Obviously, for anyone who isn't naturally naïve or born yesterday, the reason she didn't share her husband's teary-eyed incident with the police was because it didn't happen. At least, not in the way that she remembered it happening a year later on the eve of my trial. I don't call into question that he summoned her from her sister's, nor do I call into question that he was pacing back and forth nervously when she entered the house. What I do call into question was him initially blaming me for the murder. And here's why: if he's as innocent as she claimed a year after the murder, then, why would she accept that he needs her car to dispose of evidence? And, even more importantly, why would she accept that he needed to flee the state at his expense, in his vehicle, leaving her pregnant and without a penny in the bank?
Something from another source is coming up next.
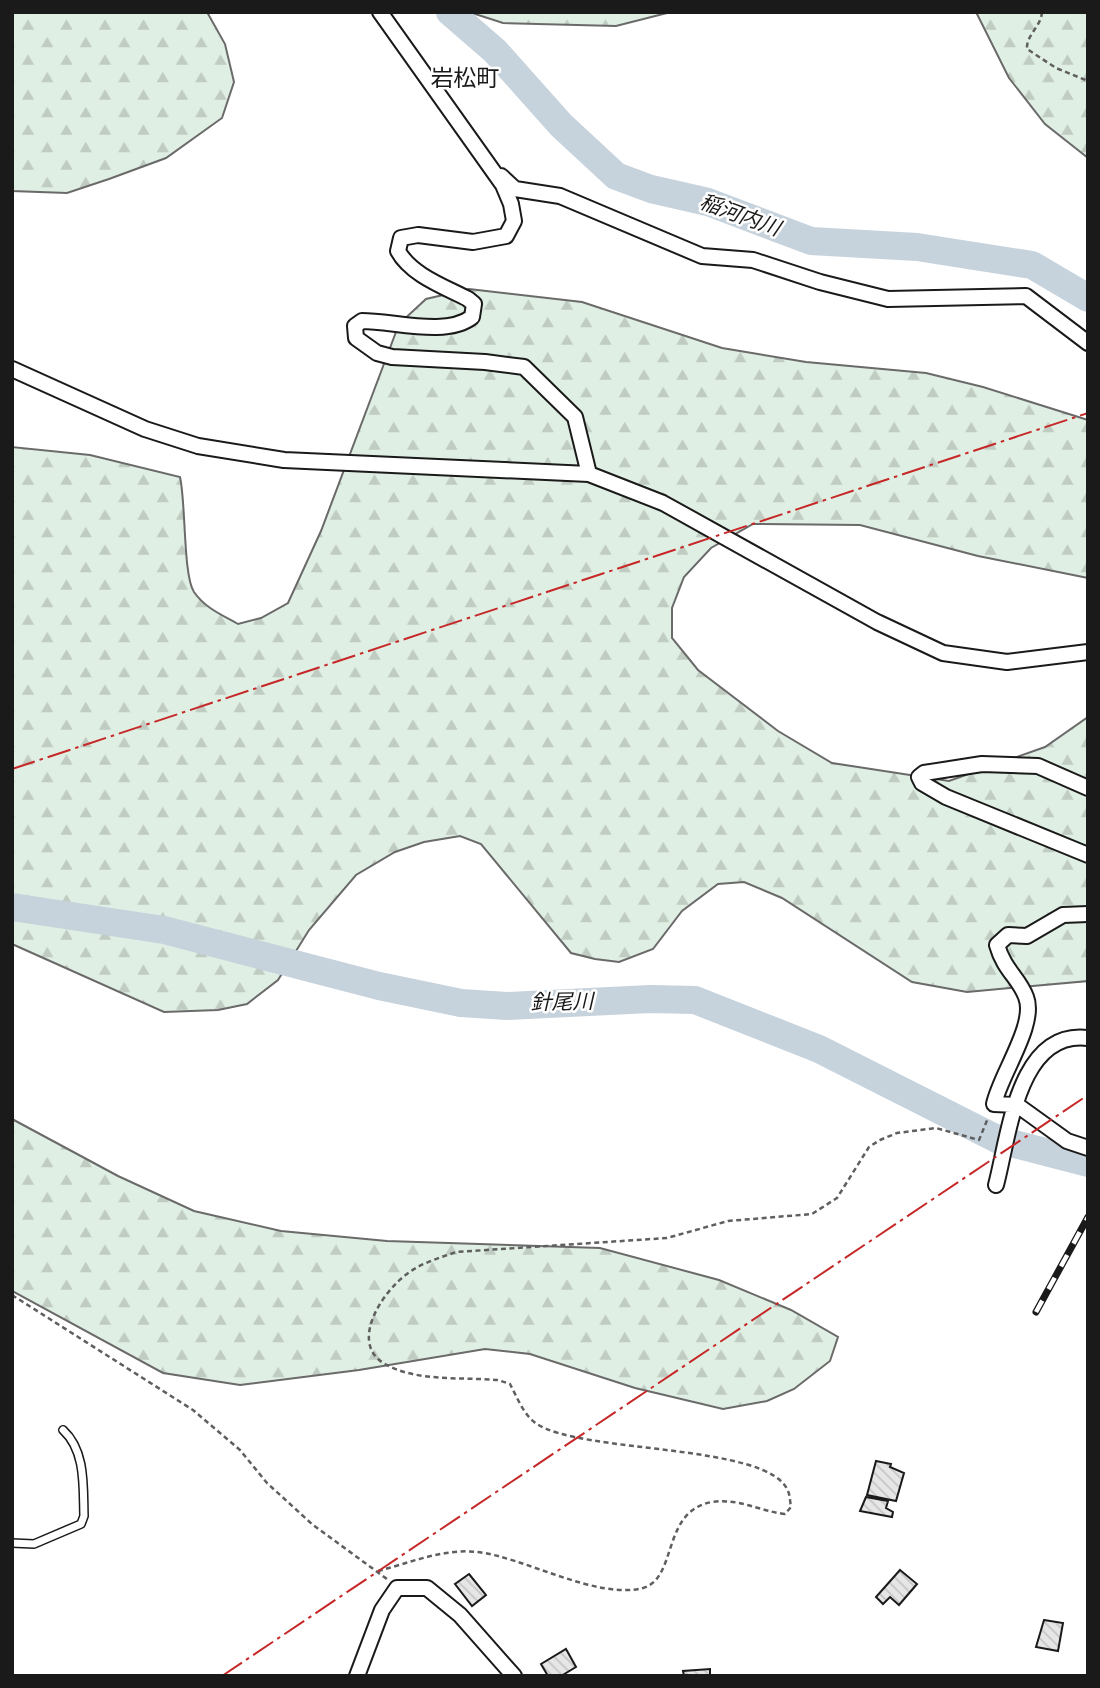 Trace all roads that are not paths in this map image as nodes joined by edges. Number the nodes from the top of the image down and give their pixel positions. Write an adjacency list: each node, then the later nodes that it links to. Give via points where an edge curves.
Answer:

And, even more curiously, why do so with the person who presumably set him up?
I'm sorry, but credulity can only be stretched so far!
The new evidence that is out there and needs to be presented to the trial court is the truth surrounding her miraculous recovery from the temporary amnesia that prevented her from initially remembering her husband's dramatic, teary-eyed confession only hours after the murder for which she herself committed no less than six felonies for which she was never charged. Hmm. . . I wonder why?
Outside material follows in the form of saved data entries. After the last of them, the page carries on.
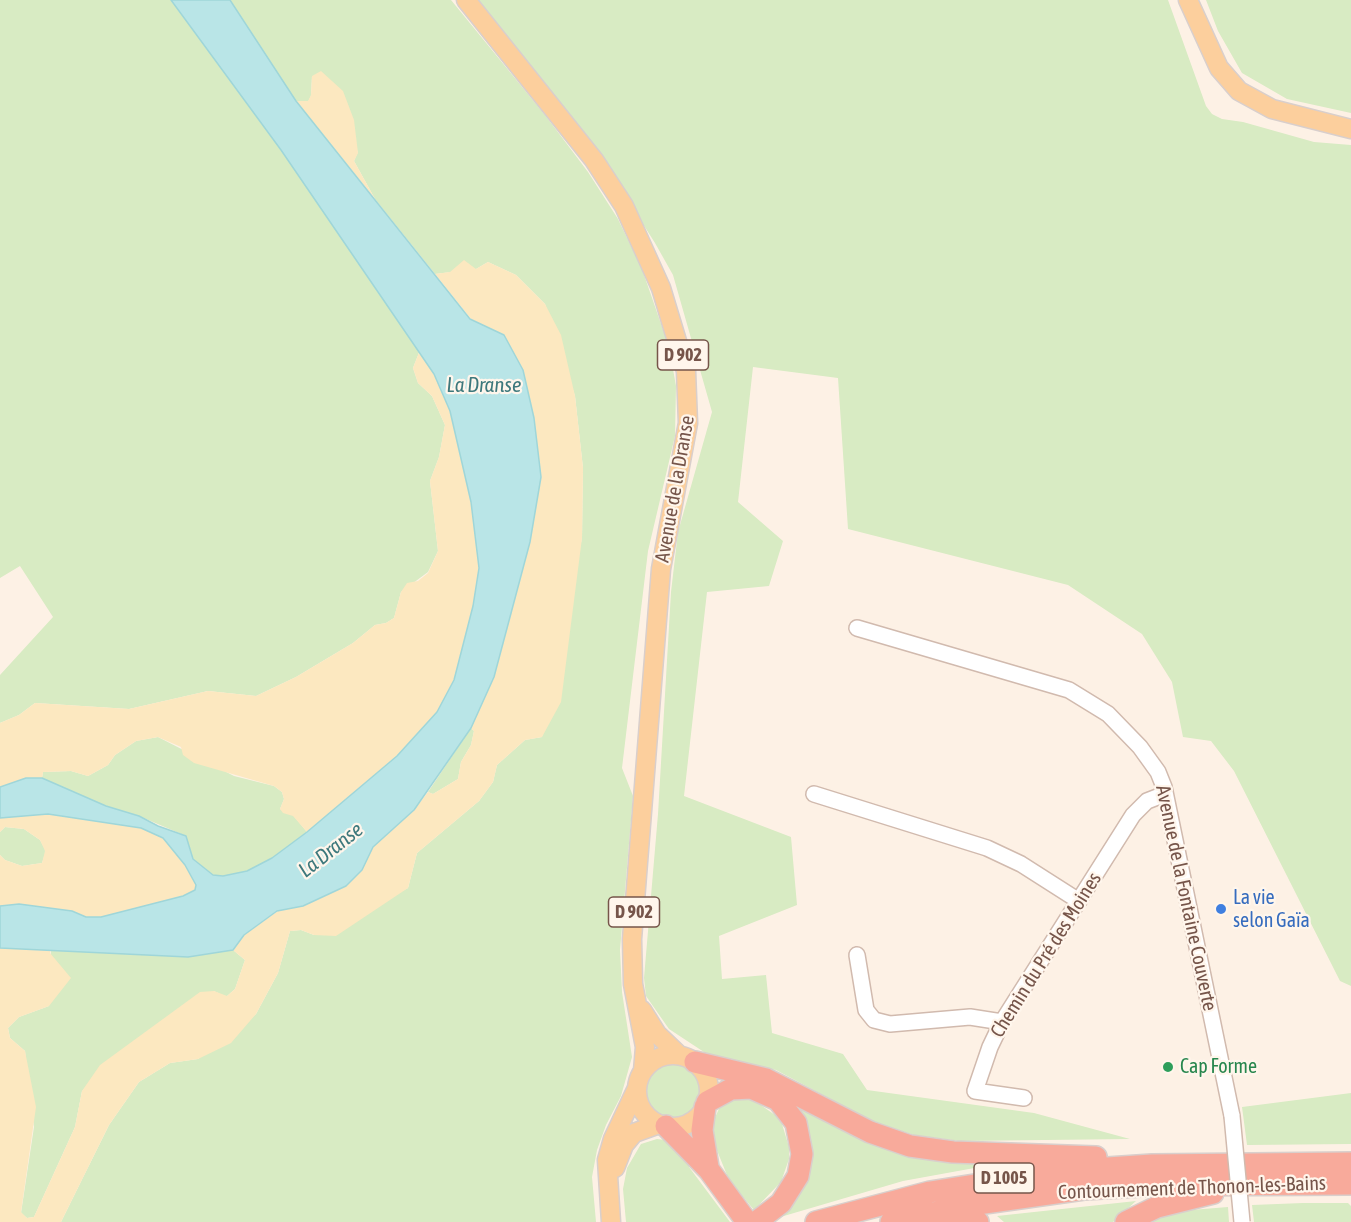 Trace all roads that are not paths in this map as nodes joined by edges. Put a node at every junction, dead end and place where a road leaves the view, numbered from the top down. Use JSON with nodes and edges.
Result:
{"nodes":[{"id":1,"x":466,"y":0,"type":"edge"},
{"id":2,"x":1188,"y":0,"type":"edge"},
{"id":3,"x":1351,"y":129,"type":"edge"},
{"id":4,"x":857,"y":628,"type":"dead end"},
{"id":5,"x":814,"y":794,"type":"dead end"},
{"id":6,"x":1165,"y":794,"type":"junction"},
{"id":7,"x":1078,"y":901,"type":"junction"},
{"id":8,"x":857,"y":955,"type":"dead end"},
{"id":9,"x":639,"y":1005,"type":"junction"},
{"id":10,"x":1002,"y":1022,"type":"junction"},
{"id":11,"x":687,"y":1059,"type":"junction"},
{"id":12,"x":640,"y":1080,"type":"junction"},
{"id":13,"x":1024,"y":1098,"type":"dead end"},
{"id":14,"x":706,"y":1105,"type":"junction"},
{"id":15,"x":663,"y":1125,"type":"junction"},
{"id":16,"x":1351,"y":1163,"type":"edge"},
{"id":17,"x":1197,"y":1164,"type":"junction"},
{"id":18,"x":709,"y":1170,"type":"junction"},
{"id":19,"x":1253,"y":1184,"type":"junction"},
{"id":20,"x":1351,"y":1184,"type":"edge"},
{"id":21,"x":607,"y":1189,"type":"junction"},
{"id":22,"x":742,"y":1217,"type":"edge"},
{"id":23,"x":893,"y":1221,"type":"edge"},
{"id":24,"x":611,"y":1222,"type":"edge"},
{"id":25,"x":756,"y":1222,"type":"edge"},
{"id":26,"x":816,"y":1222,"type":"edge"},
{"id":27,"x":978,"y":1222,"type":"edge"},
{"id":28,"x":1126,"y":1222,"type":"edge"},
{"id":29,"x":1242,"y":1222,"type":"edge"}],
"edges":[{"from":1,"to":9,"type":"main road","name":"Avenue de la Dranse","number":"D 902"},
{"from":2,"to":3,"type":"main road"},
{"from":4,"to":6,"type":"street","name":"Avenue de la Fontaine Couverte"},
{"from":5,"to":7,"type":"street"},
{"from":6,"to":7,"type":"street","name":"Chemin du Pré des Moines"},
{"from":6,"to":29,"type":"street","name":"Avenue de la Fontaine Couverte","bridge":true},
{"from":7,"to":10,"type":"street","name":"Chemin du Pré des Moines"},
{"from":8,"to":10,"type":"street"},
{"from":9,"to":11,"type":"main road","name":"Avenue de la Dranse","number":"D 902"},
{"from":9,"to":12,"type":"main road","name":"Avenue de la Dranse","number":"D 902"},
{"from":10,"to":13,"type":"street","name":"Chemin du Pré des Moines"},
{"from":11,"to":12,"type":"main road"},
{"from":11,"to":14,"type":"main road"},
{"from":11,"to":17,"type":"highway"},
{"from":12,"to":15,"type":"main road"},
{"from":12,"to":21,"type":"main road","name":"Avenue de la Dranse","number":"D 902"},
{"from":14,"to":15,"type":"main road"},
{"from":14,"to":18,"type":"highway"},
{"from":14,"to":25,"type":"highway"},
{"from":15,"to":18,"type":"highway"},
{"from":15,"to":21,"type":"main road"},
{"from":16,"to":17,"type":"highway","name":"Contournement de Thonon-les-Bains","number":"D 1005"},
{"from":17,"to":26,"type":"highway","name":"Contournement de Thonon-les-Bains","number":"D 1005"},
{"from":18,"to":22,"type":"highway"},
{"from":19,"to":20,"type":"highway","name":"Contournement de Thonon-les-Bains","number":"D 1005"},
{"from":19,"to":23,"type":"highway","name":"Contournement de Thonon-les-Bains","number":"D 1005"},
{"from":19,"to":28,"type":"highway"},
{"from":21,"to":24,"type":"main road","name":"Avenue de la Dranse","number":"D 902"},
{"from":23,"to":27,"type":"highway"}]}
You might be thinking, okay, for the sake of argument let's say you're right and she did lie under oath at trial to save herself, her husband, and her children's environment and household. Even so, why would she come forth and tell the truth now after all these years? As far as we can tell she isn't exactly being offered a reward for being a good Samaritan and telling the truth. In fact, she would only be exposing herself to criminal liability and nobody presumably wants to spend any amount of time in prison for doing the right thing. All of which are very good points, but unless she's a straight sociopath it might bother her to know that she was manipulated to help send an innocent man to prison. It might bother her to know that while Eloy was avoiding his responsibilities as a father, I on the other hand was prevented from even being a father to my daughter. And, it might also bother her to know that the victim's family hasn't received justice for the life that was taken from it.
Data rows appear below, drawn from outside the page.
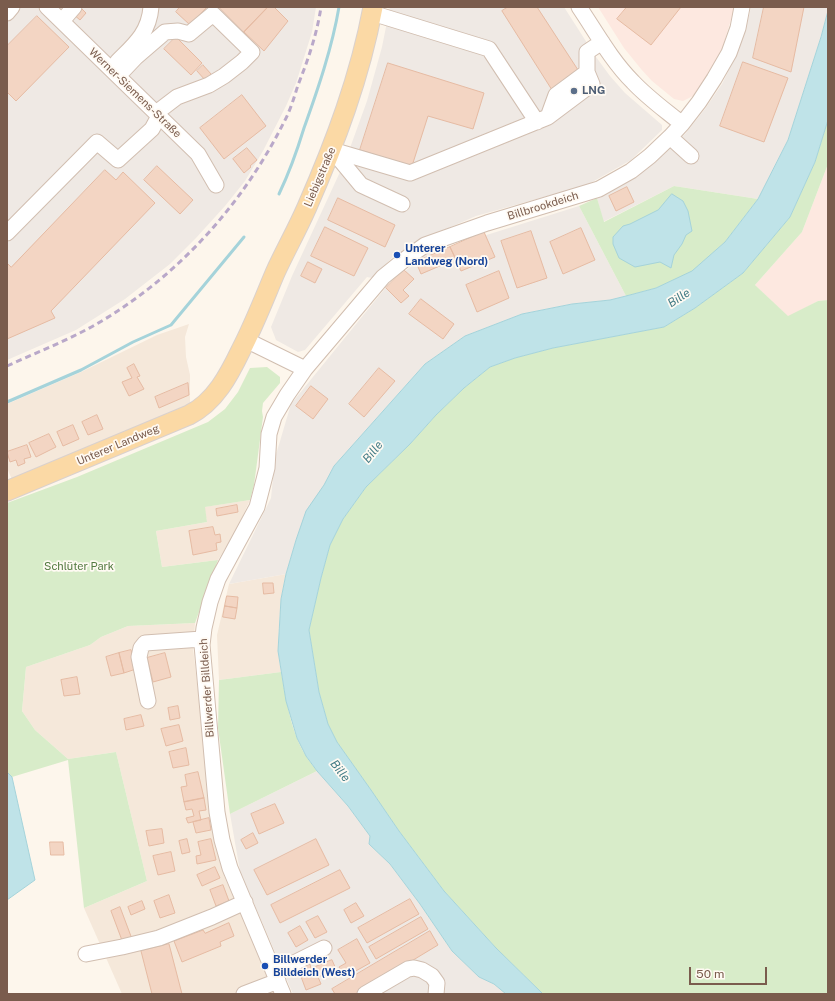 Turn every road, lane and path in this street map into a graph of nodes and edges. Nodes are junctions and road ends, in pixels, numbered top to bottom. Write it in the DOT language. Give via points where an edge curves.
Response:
graph roads {
  1 [pos="12,7"];
  2 [pos="47,7"];
  3 [pos="74,7"];
  4 [pos="151,7"];
  5 [pos="579,7"];
  6 [pos="742,7"];
  7 [pos="372,10"];
  8 [pos="7,13"];
  9 [pos="62,21"];
  10 [pos="602,42"];
  11 [pos="114,72"];
  12 [pos="157,114"];
  13 [pos="543,119"];
  14 [pos="682,124"];
  15 [pos="670,137"];
  16 [pos="332,150"];
  17 [pos="691,156"];
  18 [pos="216,185"];
  19 [pos="402,204"];
  20 [pos="7,233"];
  21 [pos="246,340"];
  22 [pos="305,369"];
  23 [pos="221,387"];
  24 [pos="7,491"];
  25 [pos="202,639"];
  26 [pos="148,701"];
  27 [pos="245,902"];
  28 [pos="324,948"];
  29 [pos="86,954"];
  30 [pos="279,982"];
  31 [pos="244,994"];
  32 [pos="365,994"];
  33 [pos="436,994"];
  1 -- 8 [label="street"];
  2 -- 9 [label="street, Werner-Siemens-Straße"];
  3 -- 9 [label="street"];
  4 -- 11 [label="street" via="142,35"];
  5 -- 10 [label="street"];
  6 -- 14 [label="street, Billbrookdeich" via="729,53 699,102"];
  7 -- 13 [label="street" via="489,49"];
  7 -- 16 [label="main road, Liebigstraße" via="361,62"];
  9 -- 11 [label="street, Werner-Siemens-Straße"];
  10 -- 13 [label="street" via="588,52 587,72 592,84"];
  10 -- 14 [label="street" via="632,82"];
  11 -- 12 [label="street, Werner-Siemens-Straße"];
  11 -- 12 [label="street" via="165,32 178,31 190,34 213,14 252,52 224,76 209,85 177,97"];
  12 -- 18 [label="street, Werner-Siemens-Straße" via="198,154"];
  12 -- 20 [label="street" via="152,129 118,160 97,142"];
  13 -- 16 [label="street" via="410,173"];
  14 -- 15 [label="street, Billbrookdeich"];
  15 -- 17 [label="street"];
  15 -- 22 [label="street, Billbrookdeich" via="631,171 599,189 487,223 425,246 384,277"];
  16 -- 19 [label="street" via="361,185"];
  16 -- 21 [label="main road, Liebigstraße"];
  21 -- 22 [label="street"];
  21 -- 23 [label="main road, Liebigstraße"];
  22 -- 25 [label="street, Billwerder Billdeich" via="274,417 269,434 267,468 257,507 218,579"];
  23 -- 24 [label="main road, Unterer Landweg" via="196,412"];
  25 -- 26 [label="street" via="145,643 139,657"];
  25 -- 27 [label="street, Billwerder Billdeich" via="217,812 230,868"];
  27 -- 29 [label="street" via="159,938"];
  27 -- 30 [label="street, Billwerder Billdeich"];
  28 -- 30 [label="street"];
  30 -- 31 [label="street"];
  32 -- 33 [label="street" via="414,968 432,976 437,983"];
} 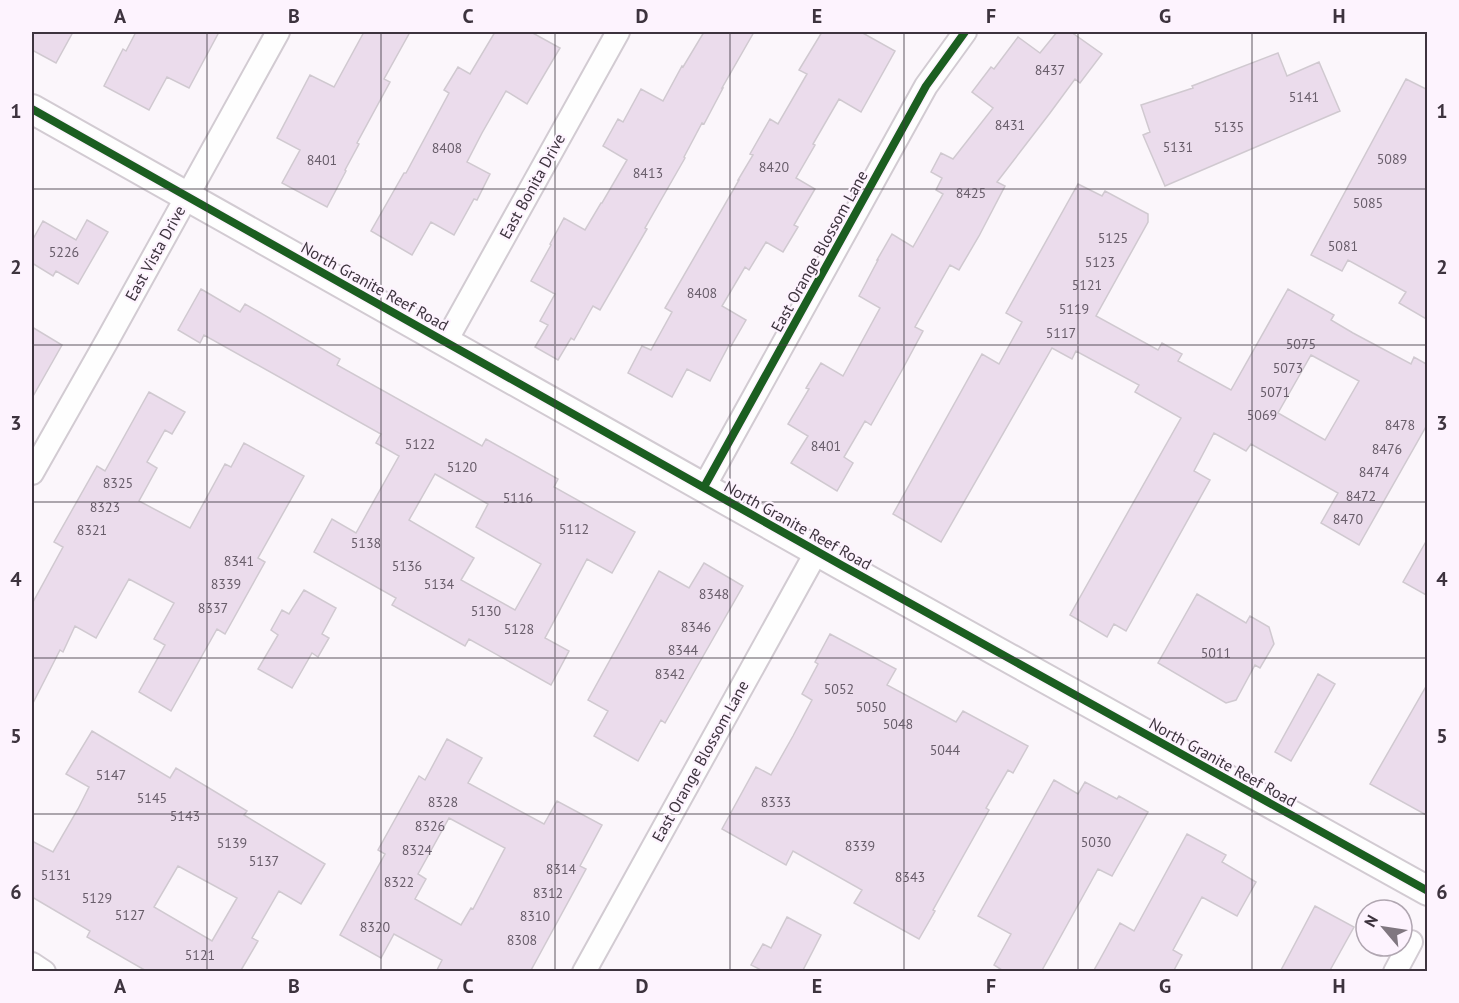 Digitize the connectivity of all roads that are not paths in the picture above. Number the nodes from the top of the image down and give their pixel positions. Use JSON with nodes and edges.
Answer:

Yes, it's quite possible that she sleeps just fine at night knowing that she lied under oath and sent an innocent man to prison. That being said, I'm optimistic that she's not a sociopath. I'm also optimistic that somehow I will manage to convince an attorney with the investigative backing of an organization like the Center on Wrongful Convictions or the New Mexico Innocence and Justice Project to come forward and lend its investigative expertise to help unravel the quagmire that is my wrongful conviction. Because I believe that most people inherently want to do the right thing even when there is no reward being offered. So, please, if you have contacts within any of the above named organizations (or maybe one that I didn't mention) take a moment to forward this post to them directly.